Summer Sixteen Salad
I'm not usually one to toot my own horn (but here I am doing it now, so maybe I am) -- this is hands down the best salad I've made to date! I was feeling inspired by some fresh figs I'd gotten at farmers market and now I've found that I can't stop making this delicious plate. The best part is, it's SUPER easy and you can do it too!
What you'll need:
- Green salad mix (I love Trader Joe's Power Greens mix with organic baby kale, baby chard, and baby spinach)
- Chevre goat cheese
- Thinly sliced prosciutto
- Fresh figs
- Brown sugar
- Balsamic vinegar
- Olive oil
How to make it:
- Preheat the oven to 400 degrees. Rinse figs, pat dry, and cut into thin slices. Place sliced figs onto baking sheet (I line mine with aluminum foil) and brush with light olive oil. Sprinkle brown sugar across the top and bake for 10 minutes.

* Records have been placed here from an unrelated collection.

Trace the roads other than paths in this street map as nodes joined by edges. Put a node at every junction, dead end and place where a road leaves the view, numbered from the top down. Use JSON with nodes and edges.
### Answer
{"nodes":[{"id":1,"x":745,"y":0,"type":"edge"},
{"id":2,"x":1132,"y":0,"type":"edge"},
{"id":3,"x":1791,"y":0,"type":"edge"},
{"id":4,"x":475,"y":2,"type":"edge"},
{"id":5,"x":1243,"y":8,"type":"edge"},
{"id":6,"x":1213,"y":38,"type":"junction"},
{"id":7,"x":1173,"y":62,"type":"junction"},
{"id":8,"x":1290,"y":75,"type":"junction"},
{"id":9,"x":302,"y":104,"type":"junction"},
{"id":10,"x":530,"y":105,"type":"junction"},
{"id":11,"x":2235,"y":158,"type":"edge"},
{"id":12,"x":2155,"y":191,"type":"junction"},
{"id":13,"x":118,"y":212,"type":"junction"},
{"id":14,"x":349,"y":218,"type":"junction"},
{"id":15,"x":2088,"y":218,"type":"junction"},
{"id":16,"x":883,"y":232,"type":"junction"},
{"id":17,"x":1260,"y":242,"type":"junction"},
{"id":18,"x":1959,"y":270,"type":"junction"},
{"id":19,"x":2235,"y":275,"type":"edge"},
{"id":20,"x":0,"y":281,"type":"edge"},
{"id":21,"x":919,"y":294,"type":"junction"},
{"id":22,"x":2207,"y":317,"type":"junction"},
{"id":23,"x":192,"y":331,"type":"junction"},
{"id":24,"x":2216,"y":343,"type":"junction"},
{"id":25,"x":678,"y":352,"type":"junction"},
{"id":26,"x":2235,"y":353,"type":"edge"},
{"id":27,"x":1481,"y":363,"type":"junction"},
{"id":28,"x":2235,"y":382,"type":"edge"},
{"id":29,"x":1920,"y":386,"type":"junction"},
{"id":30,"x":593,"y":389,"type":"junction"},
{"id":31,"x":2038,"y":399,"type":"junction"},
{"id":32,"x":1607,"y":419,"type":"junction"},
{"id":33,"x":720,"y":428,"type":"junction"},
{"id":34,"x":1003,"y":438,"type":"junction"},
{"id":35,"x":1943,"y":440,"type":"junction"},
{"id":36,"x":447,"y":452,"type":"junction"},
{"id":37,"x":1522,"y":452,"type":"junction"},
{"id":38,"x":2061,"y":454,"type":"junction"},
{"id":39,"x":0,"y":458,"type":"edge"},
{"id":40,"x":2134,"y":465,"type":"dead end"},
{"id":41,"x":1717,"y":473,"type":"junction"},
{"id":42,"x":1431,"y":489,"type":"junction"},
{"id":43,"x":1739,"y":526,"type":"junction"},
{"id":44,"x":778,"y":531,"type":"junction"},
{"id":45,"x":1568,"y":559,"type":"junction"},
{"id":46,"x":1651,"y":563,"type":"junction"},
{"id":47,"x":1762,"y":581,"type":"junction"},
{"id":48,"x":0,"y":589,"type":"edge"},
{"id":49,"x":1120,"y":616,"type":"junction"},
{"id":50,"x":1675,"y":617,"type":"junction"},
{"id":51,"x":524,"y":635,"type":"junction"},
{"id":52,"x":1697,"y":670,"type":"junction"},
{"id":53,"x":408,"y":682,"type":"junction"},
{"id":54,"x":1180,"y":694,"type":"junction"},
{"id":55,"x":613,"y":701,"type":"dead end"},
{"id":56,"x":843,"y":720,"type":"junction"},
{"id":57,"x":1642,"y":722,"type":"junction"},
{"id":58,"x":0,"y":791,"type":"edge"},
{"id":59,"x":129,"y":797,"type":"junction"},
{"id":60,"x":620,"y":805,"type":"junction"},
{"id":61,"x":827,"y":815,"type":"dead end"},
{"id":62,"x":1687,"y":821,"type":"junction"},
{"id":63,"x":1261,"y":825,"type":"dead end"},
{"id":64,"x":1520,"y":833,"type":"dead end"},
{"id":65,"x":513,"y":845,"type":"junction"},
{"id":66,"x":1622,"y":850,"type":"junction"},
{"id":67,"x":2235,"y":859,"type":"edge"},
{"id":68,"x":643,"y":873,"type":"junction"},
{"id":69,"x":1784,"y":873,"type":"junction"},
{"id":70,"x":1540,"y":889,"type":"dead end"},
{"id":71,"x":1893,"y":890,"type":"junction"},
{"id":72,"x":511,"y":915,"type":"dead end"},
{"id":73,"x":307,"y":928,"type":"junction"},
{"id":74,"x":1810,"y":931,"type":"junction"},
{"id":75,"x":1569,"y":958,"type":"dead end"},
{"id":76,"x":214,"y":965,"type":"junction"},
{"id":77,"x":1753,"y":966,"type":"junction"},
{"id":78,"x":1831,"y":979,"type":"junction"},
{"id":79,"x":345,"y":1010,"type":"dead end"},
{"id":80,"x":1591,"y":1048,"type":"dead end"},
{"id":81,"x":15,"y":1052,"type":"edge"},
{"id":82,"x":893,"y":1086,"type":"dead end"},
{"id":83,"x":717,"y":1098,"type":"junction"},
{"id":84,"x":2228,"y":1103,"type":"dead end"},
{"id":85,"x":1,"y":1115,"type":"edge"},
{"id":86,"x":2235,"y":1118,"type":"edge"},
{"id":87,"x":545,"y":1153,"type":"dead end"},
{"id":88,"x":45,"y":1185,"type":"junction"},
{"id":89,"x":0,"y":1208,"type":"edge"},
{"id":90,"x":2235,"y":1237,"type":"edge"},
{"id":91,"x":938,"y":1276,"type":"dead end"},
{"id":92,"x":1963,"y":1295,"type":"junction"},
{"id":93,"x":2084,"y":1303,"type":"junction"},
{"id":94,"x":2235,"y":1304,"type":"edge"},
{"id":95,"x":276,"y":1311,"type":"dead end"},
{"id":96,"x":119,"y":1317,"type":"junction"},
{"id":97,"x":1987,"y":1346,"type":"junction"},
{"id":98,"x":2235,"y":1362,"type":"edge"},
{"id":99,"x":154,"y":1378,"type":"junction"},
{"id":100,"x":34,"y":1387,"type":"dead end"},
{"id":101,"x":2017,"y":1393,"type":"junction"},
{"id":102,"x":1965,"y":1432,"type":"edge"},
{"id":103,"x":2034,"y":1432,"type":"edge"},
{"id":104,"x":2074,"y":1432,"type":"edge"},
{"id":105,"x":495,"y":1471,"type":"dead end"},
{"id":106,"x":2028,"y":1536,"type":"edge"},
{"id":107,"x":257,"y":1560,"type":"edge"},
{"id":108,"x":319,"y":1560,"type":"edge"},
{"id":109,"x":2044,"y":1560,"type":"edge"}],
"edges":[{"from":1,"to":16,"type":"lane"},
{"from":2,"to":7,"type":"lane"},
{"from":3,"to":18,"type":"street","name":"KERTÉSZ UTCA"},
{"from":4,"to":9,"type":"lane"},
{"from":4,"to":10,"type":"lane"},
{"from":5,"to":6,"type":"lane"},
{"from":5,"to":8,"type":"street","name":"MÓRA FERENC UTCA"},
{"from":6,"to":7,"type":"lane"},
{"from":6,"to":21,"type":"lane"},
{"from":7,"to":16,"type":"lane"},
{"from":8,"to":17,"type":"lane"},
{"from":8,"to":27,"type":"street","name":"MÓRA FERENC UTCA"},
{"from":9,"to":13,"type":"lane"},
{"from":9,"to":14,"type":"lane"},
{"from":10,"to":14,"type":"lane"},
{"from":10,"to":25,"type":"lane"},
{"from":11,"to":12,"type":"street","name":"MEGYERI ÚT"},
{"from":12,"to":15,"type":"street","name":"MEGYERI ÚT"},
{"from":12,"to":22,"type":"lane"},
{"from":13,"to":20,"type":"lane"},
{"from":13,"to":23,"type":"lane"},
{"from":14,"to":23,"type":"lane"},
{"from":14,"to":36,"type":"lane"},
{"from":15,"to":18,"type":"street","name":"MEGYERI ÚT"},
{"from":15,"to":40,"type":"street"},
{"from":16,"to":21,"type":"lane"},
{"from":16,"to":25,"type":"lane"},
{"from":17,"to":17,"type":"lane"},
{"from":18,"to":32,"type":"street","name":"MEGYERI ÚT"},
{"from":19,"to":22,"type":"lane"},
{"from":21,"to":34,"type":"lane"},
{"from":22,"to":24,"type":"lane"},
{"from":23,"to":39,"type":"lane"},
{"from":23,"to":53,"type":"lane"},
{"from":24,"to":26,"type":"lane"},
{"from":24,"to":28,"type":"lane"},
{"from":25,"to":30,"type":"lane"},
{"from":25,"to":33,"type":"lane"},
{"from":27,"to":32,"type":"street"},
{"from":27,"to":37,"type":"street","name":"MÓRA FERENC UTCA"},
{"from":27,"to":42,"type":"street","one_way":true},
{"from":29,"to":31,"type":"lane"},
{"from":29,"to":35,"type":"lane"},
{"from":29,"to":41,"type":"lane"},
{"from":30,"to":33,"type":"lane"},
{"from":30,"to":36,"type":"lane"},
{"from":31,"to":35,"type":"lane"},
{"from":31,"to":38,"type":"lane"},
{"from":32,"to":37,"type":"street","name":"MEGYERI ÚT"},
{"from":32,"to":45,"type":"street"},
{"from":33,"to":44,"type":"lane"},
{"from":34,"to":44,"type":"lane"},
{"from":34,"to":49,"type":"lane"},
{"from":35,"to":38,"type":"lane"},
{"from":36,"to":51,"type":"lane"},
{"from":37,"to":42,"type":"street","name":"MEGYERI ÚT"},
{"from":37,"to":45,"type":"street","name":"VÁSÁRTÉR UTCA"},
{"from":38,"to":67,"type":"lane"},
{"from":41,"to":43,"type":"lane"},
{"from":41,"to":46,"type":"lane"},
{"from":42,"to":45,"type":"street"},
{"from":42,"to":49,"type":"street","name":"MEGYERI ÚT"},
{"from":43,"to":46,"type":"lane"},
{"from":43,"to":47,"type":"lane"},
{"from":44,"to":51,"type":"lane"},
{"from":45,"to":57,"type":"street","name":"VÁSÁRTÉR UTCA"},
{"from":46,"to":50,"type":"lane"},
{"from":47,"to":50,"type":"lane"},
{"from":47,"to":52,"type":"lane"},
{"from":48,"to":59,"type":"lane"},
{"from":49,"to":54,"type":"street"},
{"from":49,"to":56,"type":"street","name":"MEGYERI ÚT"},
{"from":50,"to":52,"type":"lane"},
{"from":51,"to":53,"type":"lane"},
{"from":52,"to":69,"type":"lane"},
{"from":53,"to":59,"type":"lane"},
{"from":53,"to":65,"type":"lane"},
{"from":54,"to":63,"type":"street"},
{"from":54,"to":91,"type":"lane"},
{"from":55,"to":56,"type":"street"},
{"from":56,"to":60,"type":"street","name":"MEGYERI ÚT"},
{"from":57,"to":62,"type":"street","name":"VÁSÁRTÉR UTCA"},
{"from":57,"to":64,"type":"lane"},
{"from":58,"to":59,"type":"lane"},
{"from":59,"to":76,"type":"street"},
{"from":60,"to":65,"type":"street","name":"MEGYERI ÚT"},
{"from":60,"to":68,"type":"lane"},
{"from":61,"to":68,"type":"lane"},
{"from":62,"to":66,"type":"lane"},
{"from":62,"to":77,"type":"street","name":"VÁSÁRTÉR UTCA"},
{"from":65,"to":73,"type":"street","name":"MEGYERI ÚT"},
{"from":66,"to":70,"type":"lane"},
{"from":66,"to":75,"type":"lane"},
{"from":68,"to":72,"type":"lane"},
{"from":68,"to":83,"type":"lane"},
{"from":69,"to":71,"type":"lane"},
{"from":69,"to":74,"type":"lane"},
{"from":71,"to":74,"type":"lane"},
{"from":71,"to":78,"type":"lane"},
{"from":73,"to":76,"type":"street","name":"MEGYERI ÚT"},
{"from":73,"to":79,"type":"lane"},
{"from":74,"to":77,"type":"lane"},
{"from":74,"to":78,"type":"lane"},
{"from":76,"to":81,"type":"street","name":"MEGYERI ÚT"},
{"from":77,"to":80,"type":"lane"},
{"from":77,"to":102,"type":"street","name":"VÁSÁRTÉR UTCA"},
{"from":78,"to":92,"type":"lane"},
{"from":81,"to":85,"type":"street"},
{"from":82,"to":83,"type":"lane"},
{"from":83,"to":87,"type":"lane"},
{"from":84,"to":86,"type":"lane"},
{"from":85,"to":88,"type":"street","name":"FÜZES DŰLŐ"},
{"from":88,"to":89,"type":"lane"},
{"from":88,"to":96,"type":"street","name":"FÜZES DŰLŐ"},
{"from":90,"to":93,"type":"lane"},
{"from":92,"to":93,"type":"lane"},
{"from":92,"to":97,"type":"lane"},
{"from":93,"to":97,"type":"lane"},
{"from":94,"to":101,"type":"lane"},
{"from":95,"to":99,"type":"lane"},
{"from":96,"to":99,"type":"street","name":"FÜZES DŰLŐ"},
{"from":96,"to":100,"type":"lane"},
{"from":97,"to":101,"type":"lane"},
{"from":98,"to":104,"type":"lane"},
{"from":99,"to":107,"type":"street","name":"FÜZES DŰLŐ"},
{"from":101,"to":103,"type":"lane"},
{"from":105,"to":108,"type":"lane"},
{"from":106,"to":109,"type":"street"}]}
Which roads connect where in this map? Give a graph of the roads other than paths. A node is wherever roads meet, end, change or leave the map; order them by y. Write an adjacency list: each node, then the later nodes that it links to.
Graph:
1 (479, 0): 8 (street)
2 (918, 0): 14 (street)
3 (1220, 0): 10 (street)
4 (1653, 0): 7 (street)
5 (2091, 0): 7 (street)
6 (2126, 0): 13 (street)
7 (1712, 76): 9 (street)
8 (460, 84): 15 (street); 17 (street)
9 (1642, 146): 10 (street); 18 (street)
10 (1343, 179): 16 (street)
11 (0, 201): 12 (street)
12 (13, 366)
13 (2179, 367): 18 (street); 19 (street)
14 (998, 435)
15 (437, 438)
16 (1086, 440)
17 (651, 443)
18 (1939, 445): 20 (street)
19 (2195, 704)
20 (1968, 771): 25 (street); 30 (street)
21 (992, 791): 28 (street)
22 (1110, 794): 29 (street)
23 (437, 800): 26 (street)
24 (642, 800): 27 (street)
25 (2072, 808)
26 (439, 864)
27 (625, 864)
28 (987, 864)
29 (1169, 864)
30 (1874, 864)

- While the figs are in the oven, toss your greens with 1-2 tbsp each of balsamic vinegar and olive oil. Plate greens.
- Shred one or two slices of prosciutto and sprinkle across salad.
- Spoon small drops of goat cheese onto salad.
- Allow the figs to cool after removing from oven. Place on top of salad.
- Top with any extras you'd like -- nuts for some crunch or even a little drizzle of honey.